I was looking forward to attending a session by Mary Ellen Bates at SLA 2014. Having seen her speak at SLA Chicago in 2012, I knew her talk would be engaging and full of practical advice.
The content was applicable to any information professional, whatever their role or level of experience, from a self-employed consultant looking to brush up how they appeal to clients, to a job-hunter looking to impress a prospective employer. This was the case because all of us have a brand, whether we like it or not.
What is your brand?
‘Brand’ is a very corporate word, which I know many may take issue with. I am going to use it in this post because it is the term Mary Ellen used, but essentially its means:
How you are perceived by others –
- How you show up
- What you’re known for
- And what Google shows about you (It’s not a good thing if you don’t show up on Google. Clients, or recruiters, expect you to show up. And a vacuum is still a message – it’s a blank and boring message)
The important thing is whether you own the brand. This can be a bit scary as it can feel out of our control, but there are ways to own the message.
Where is your brand?
It’s your email signature, a cover memo for research results, your internal website bio, social media…
The Wall Street Journal found a significant amount of companies are using social media to research job candidates – no surprises there! However, interestingly, they’re looking for positive things:
- 50% are looking for good personality
- 50% are looking for a wide range of interests
- 46% are looking for creativity – whether you can do today’s job, and the ability to grow into a job in a year’s time.

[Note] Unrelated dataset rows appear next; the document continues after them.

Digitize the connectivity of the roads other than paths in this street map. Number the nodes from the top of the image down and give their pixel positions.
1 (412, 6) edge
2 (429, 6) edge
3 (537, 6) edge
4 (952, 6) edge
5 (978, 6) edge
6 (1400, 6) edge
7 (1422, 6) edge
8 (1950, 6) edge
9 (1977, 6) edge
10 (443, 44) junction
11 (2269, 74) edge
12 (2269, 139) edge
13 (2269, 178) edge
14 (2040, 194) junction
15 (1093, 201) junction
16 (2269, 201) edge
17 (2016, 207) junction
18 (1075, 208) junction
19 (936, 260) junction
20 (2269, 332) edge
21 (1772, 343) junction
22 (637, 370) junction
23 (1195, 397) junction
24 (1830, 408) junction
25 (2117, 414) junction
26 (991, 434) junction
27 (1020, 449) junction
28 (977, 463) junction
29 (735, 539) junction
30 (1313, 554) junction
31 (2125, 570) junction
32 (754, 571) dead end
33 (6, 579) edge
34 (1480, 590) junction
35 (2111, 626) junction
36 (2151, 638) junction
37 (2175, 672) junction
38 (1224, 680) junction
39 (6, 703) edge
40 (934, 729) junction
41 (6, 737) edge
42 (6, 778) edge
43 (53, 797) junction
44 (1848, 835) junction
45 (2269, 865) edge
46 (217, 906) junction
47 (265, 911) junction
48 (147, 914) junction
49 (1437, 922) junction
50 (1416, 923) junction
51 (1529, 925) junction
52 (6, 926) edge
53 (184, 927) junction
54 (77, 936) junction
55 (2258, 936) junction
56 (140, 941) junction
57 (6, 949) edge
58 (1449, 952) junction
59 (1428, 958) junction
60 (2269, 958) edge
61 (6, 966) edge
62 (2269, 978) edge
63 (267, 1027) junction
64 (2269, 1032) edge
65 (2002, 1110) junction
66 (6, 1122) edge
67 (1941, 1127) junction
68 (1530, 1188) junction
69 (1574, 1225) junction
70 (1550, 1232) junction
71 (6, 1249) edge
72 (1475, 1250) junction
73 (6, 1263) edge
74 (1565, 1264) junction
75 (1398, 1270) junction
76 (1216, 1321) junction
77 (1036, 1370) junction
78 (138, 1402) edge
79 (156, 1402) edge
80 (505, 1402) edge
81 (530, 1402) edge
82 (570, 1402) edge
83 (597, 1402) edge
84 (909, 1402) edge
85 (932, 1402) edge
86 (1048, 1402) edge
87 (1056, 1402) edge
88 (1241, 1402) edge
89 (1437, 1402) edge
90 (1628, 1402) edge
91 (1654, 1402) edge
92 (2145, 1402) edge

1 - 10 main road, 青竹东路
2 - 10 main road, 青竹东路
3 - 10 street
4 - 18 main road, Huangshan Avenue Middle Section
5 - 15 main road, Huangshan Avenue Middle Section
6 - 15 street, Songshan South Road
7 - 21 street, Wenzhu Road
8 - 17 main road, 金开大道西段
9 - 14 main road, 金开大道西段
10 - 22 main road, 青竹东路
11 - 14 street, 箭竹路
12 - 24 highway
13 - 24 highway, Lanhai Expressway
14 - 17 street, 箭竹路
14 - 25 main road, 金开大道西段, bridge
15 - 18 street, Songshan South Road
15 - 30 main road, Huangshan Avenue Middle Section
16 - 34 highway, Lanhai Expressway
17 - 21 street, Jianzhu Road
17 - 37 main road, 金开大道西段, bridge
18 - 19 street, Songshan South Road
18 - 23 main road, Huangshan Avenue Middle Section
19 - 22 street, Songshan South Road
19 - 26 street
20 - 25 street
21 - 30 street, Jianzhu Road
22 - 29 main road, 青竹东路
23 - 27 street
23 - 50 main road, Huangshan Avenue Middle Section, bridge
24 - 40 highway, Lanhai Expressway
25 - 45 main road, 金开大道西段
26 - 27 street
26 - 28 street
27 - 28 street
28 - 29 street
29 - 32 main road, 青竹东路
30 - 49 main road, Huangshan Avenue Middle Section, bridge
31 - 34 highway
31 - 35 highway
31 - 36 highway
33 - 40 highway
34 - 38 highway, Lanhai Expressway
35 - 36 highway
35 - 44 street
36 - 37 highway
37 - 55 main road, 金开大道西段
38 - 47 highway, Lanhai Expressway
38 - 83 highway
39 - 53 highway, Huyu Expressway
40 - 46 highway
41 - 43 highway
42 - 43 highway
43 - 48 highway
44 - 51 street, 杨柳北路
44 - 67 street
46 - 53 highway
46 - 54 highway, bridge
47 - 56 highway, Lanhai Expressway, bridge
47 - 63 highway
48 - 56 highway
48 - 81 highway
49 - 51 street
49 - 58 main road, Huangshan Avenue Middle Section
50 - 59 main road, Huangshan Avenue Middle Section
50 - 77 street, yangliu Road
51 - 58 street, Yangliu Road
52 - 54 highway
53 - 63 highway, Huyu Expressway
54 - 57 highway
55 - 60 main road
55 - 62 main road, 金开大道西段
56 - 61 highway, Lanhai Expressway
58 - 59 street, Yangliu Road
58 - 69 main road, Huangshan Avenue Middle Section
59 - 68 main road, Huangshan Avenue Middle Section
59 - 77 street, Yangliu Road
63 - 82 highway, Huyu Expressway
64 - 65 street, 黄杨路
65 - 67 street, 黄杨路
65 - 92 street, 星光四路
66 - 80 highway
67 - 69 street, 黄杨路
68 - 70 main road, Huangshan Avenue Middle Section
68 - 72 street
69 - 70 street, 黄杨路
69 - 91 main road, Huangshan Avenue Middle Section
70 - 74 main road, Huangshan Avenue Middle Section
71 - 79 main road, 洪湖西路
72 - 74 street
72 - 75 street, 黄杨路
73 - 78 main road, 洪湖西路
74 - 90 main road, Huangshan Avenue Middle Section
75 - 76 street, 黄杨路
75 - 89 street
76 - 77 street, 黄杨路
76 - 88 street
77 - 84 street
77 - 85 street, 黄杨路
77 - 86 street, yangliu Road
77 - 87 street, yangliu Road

So it’s not just hiding pictures of your Friday nights out, it’s about creating a positive brand.
How can you own your brand?
Mary Ellen listed some great ways to cultivate a positive message.
Photographs lend authority. For example, an author photo on a book is totally unnecessary, so why do we see them on so many books? Think about the credibility of a Twitter account where the avatar is the default egg, would you follow back?
Be authentic – this is something Bethan Ruddock mentioned in a session I attended a few years back, and has really stuck with me. She said something along the lines of: be authentic, because if you’re not you’ll get caught out eventually! It’s also tied to the WSJ findings, where employers are looking for a good personality and wide ranging interests. I like to think I come across as genuine on social media, I like to post about things I find interesting so hopefully others will too.
“But I haven’t got anything to say!” – You don’t have to say much! Read others’ blogs and tweets; learn something and blog about it; ask questions, conduct a survey and blog/tweet the results. This reminded me of the 1-in-4 rule, which Ned Potter mentioned in a marketing presentation I attended in 2012 (of four tweets only one should be about your organisation. The others should be retweets, @replies, or just tweeting something your audience might find interesting). In that context, it was about avoiding simply broadcasting on Twitter. However, I think it’s also useful here, in that retweets and replying can be ways to engage if you don’t feel confident you have something original to put out there.
When you describe yourself, is it what/how, or is it why? Emphasise the benefits of what you do, not just the features. Talk about results. Express your success in a way that demonstrates your value. A good tip from Mary Ellen is to emulate the pros – how do vendors describe their value? They’ve spent money on it, so benefit from their investment!
This session was a highlight of the SLA conference. Mary Ellen is an engaging and entertaining speaker, and I’m very glad I sought out her talk this year.